You could be doing and learning much more.
You could be earning more money and progressing in your career.
You could impact the world a bit further.
Yes, you could do A, B, ... XYZ.
The only thing I ask of you is to breathe deeply and think critically if whether these goals are set consciously by you or if they're imposed by society's expectations.
Remember that comparing yourself to others is a sure way to get the wrong idea and brew anxiety. These high achievers you're so keen on using as inspiration don't have the same trajectory as you, making it impossible to follow their exact path, which is actually a blessing, not a curse.
You have the privilege of being able to define your own path according to your values and beliefs, so please use it for good!
Yours truly, post-anxiety crisis you.
I almost didn't sleep last night, ruminating on how much I've been lacking as a professional lately. As of late, my body and mind have been lazy and tired, and focusing enough to learn a new topic or solving hard problems has been impossible. Then, after a day-long failed attempt of creating a cache strategy for my CI pipelines, I had the brilliant idea of scroll through a Twitter feed full of "2019 in review" posts, in which people were sharing their amazing year of crazy growth.
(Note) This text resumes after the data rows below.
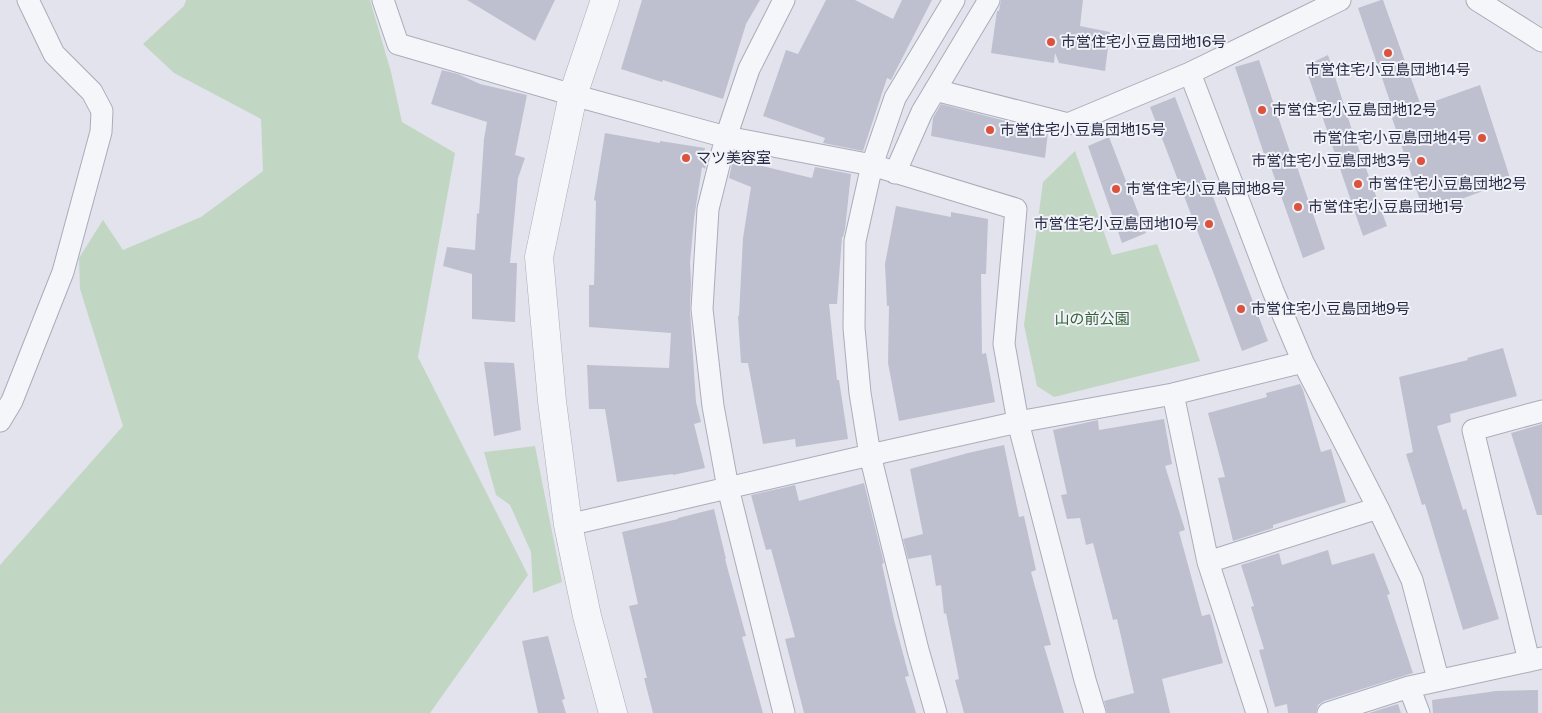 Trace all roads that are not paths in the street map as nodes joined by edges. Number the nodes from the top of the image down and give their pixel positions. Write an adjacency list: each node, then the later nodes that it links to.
1 (28, 0): 19 (street)
2 (384, 0): 12 (street)
3 (605, 0): 12 (street)
4 (784, 0): 13 (street)
5 (954, 0): 14 (street)
6 (989, 0): 11 (street)
7 (1340, 0): 10 (street)
8 (1478, 0): 9 (street)
9 (1542, 41)
10 (1190, 73): 11 (street); 16 (street)
11 (934, 90): 15 (street)
12 (573, 95): 13 (street); 24 (street)
13 (726, 137): 14 (street); 22 (street)
14 (872, 165): 15 (street); 21 (street)
15 (896, 172): 20 (street)
16 (1303, 362): 17 (street); 23 (street)
17 (1173, 394): 20 (street); 25 (street)
18 (1542, 411): 26 (street)
19 (0, 421)
20 (1018, 422): 21 (street); 32 (street)
21 (870, 455): 22 (street); 31 (street)
22 (728, 488): 24 (street); 30 (street)
23 (1378, 508): 25 (street); 27 (street)
24 (568, 525): 29 (street)
25 (1208, 562): 33 (street)
26 (1536, 660): 27 (street)
27 (1438, 679): 28 (street)
28 (1409, 687): 34 (street); 35 (street)
29 (613, 713)
30 (784, 713)
31 (936, 713)
32 (1095, 713)
33 (1257, 713)
34 (1328, 713)
35 (1419, 713) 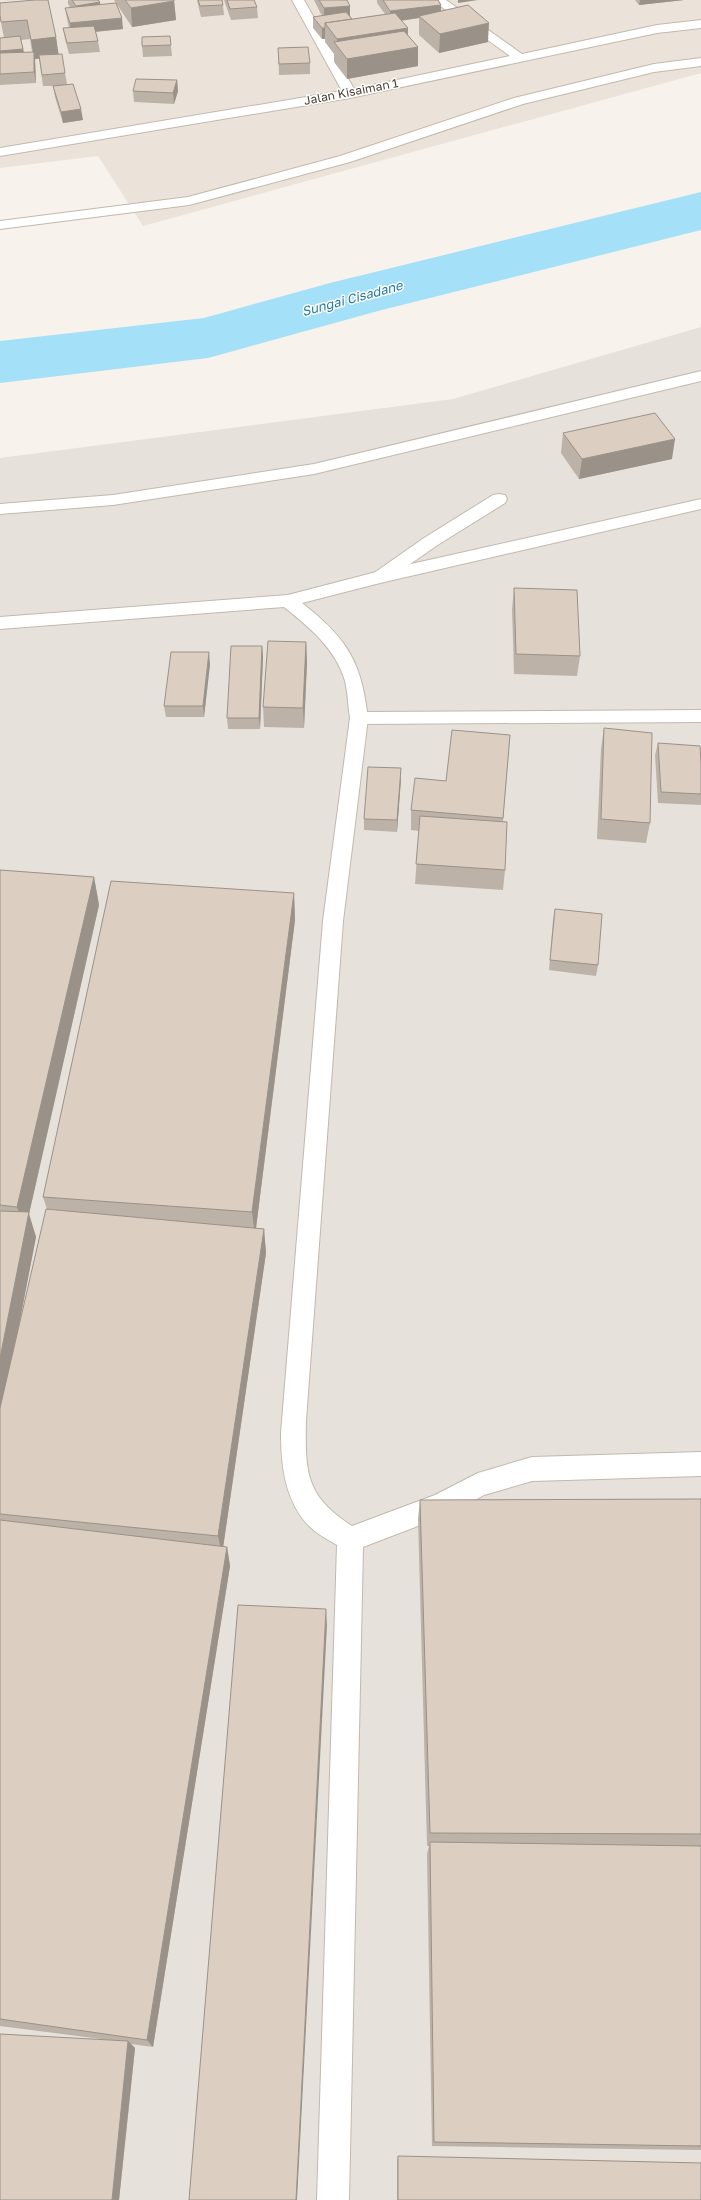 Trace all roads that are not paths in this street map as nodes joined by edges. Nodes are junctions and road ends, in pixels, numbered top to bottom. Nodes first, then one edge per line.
1 (298, 0) edge
2 (438, 0) edge
3 (701, 24) edge
4 (520, 58) junction
5 (701, 62) edge
6 (350, 94) junction
7 (0, 152) edge
8 (0, 226) edge
9 (701, 376) edge
10 (499, 499) dead end
11 (701, 504) edge
12 (0, 509) edge
13 (380, 577) junction
14 (288, 601) junction
15 (0, 623) edge
16 (701, 716) edge
17 (359, 718) junction
18 (701, 1464) edge
19 (350, 1539) junction
20 (333, 2200) edge

1 - 6 street
2 - 4 street
3 - 4 street, Jalan Kisaiman 1
4 - 6 street, Jalan Kisaiman 1
5 - 8 street
6 - 7 street, Jalan Kisaiman 1
9 - 12 street
10 - 13 street
11 - 13 street
13 - 14 street
14 - 15 street
14 - 17 street
16 - 17 street
17 - 19 street
18 - 19 street
19 - 20 street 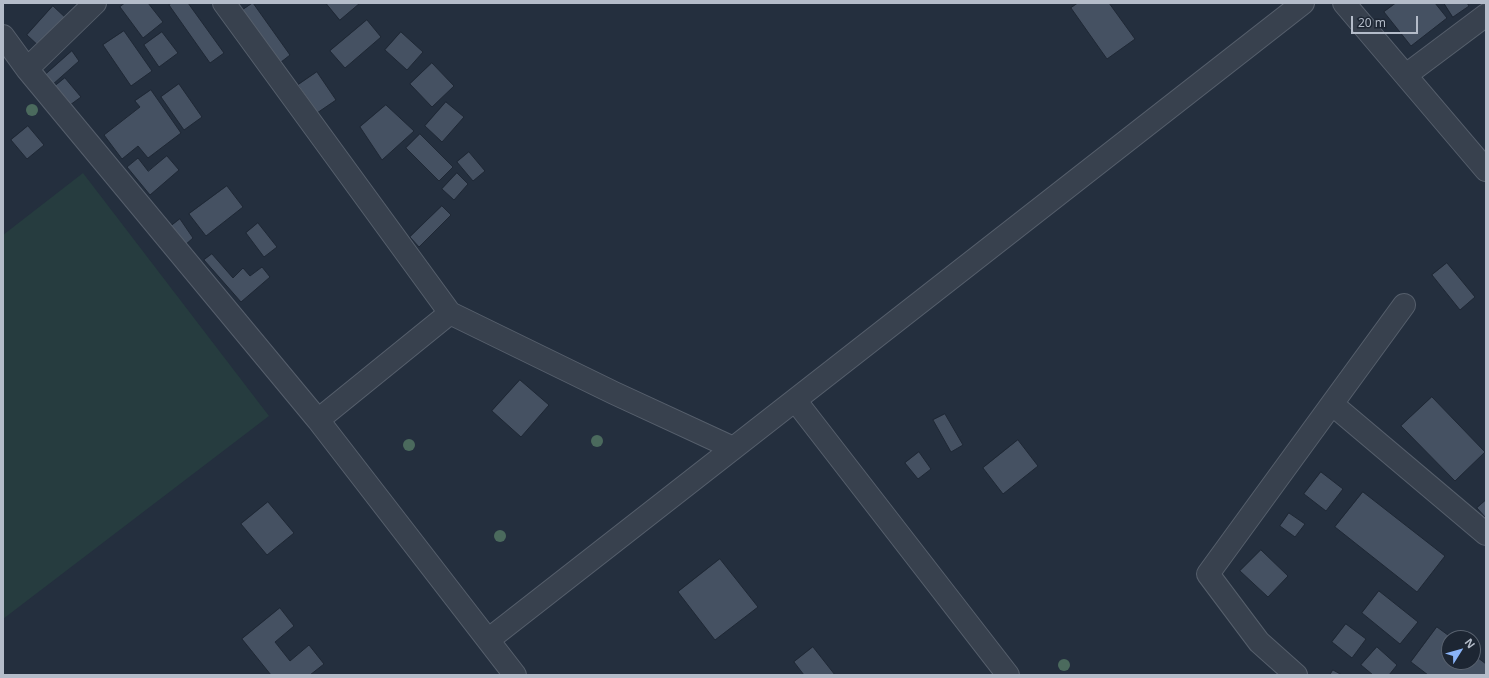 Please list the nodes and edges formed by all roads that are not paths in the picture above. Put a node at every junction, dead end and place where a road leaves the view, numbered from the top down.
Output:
1 (95, 3) edge
2 (224, 3) edge
3 (1303, 3) edge
4 (1344, 3) edge
5 (1486, 15) edge
6 (3, 36) edge
7 (27, 69) junction
8 (1406, 75) junction
9 (1486, 170) edge
10 (1404, 305) dead end
11 (450, 313) junction
12 (795, 400) junction
13 (1332, 404) junction
14 (318, 420) junction
15 (733, 448) junction
16 (1486, 534) edge
17 (488, 640) junction
18 (515, 675) edge
19 (1008, 675) edge
20 (1296, 675) edge

1 - 7 street
2 - 11 street
3 - 12 street
4 - 8 street
5 - 8 street
6 - 7 street
7 - 14 street
8 - 9 street
10 - 13 street
11 - 14 street
11 - 15 street
12 - 15 street
12 - 19 street
13 - 16 street
13 - 20 street
14 - 17 street
15 - 17 street
17 - 18 street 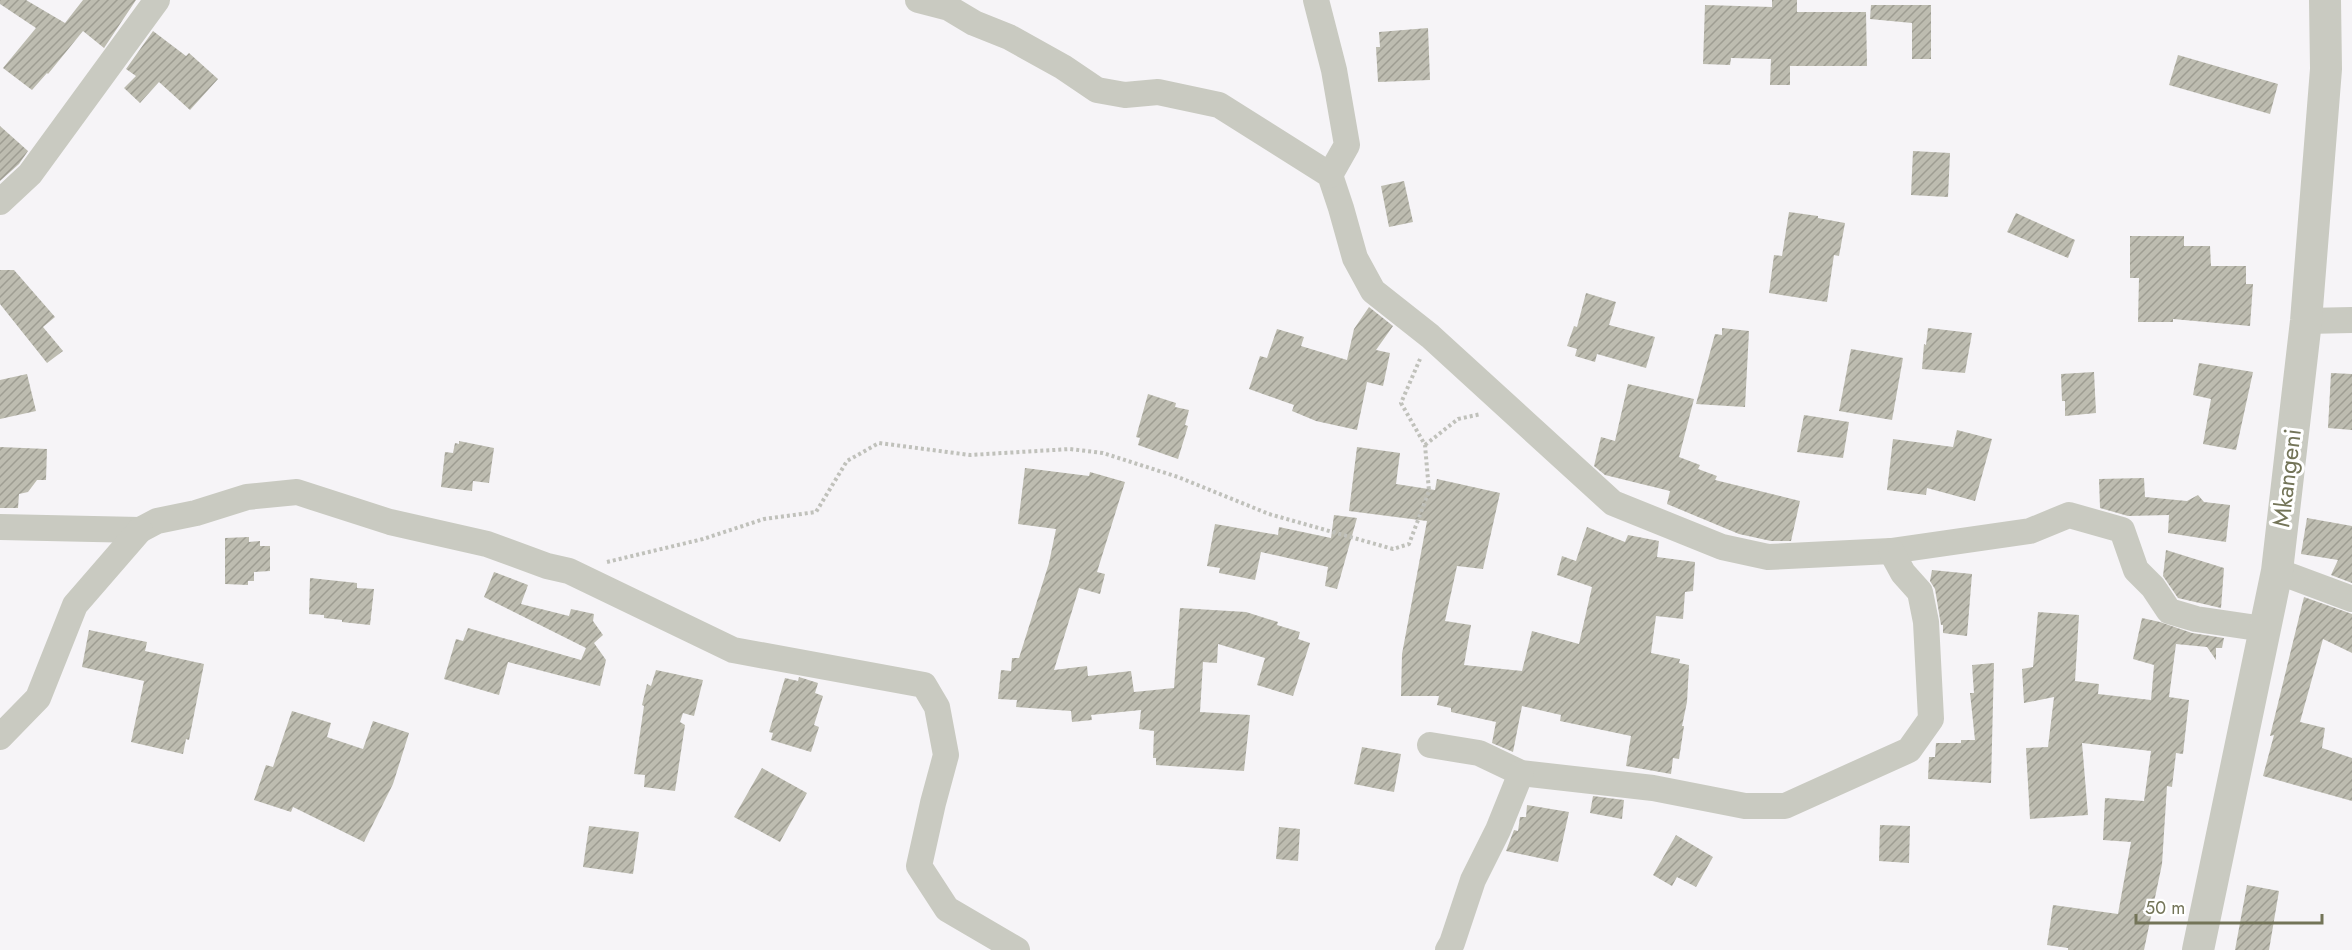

This text is just a way of reassuring myself that my path is valid and that respecting the body and mind's state is important. Else we fall victim to the demands of our capitalist society that wants to squeeze every little drop of our energy in favor of production, which in our software world means learning everything and regularly building tons of projects and products.
In the end, pushing your boundaries might not be so sustainable and end up hurting your productivity. I'll leave you with Justin Jackson's quote, which can easily be applied to any career:
Good businesses have margin.— Justin Jackson (@mijustin ) January 7, 2020
Profit margin, yes.
But also margin for your time, your emotional and physical health, your relationships, your sanity, and your integrity.
Low-margin work eventually leads to ruin. The margins rarely get better; the sunk costs get worse.
I know many of you suffer from this dilemma, what's your take on this?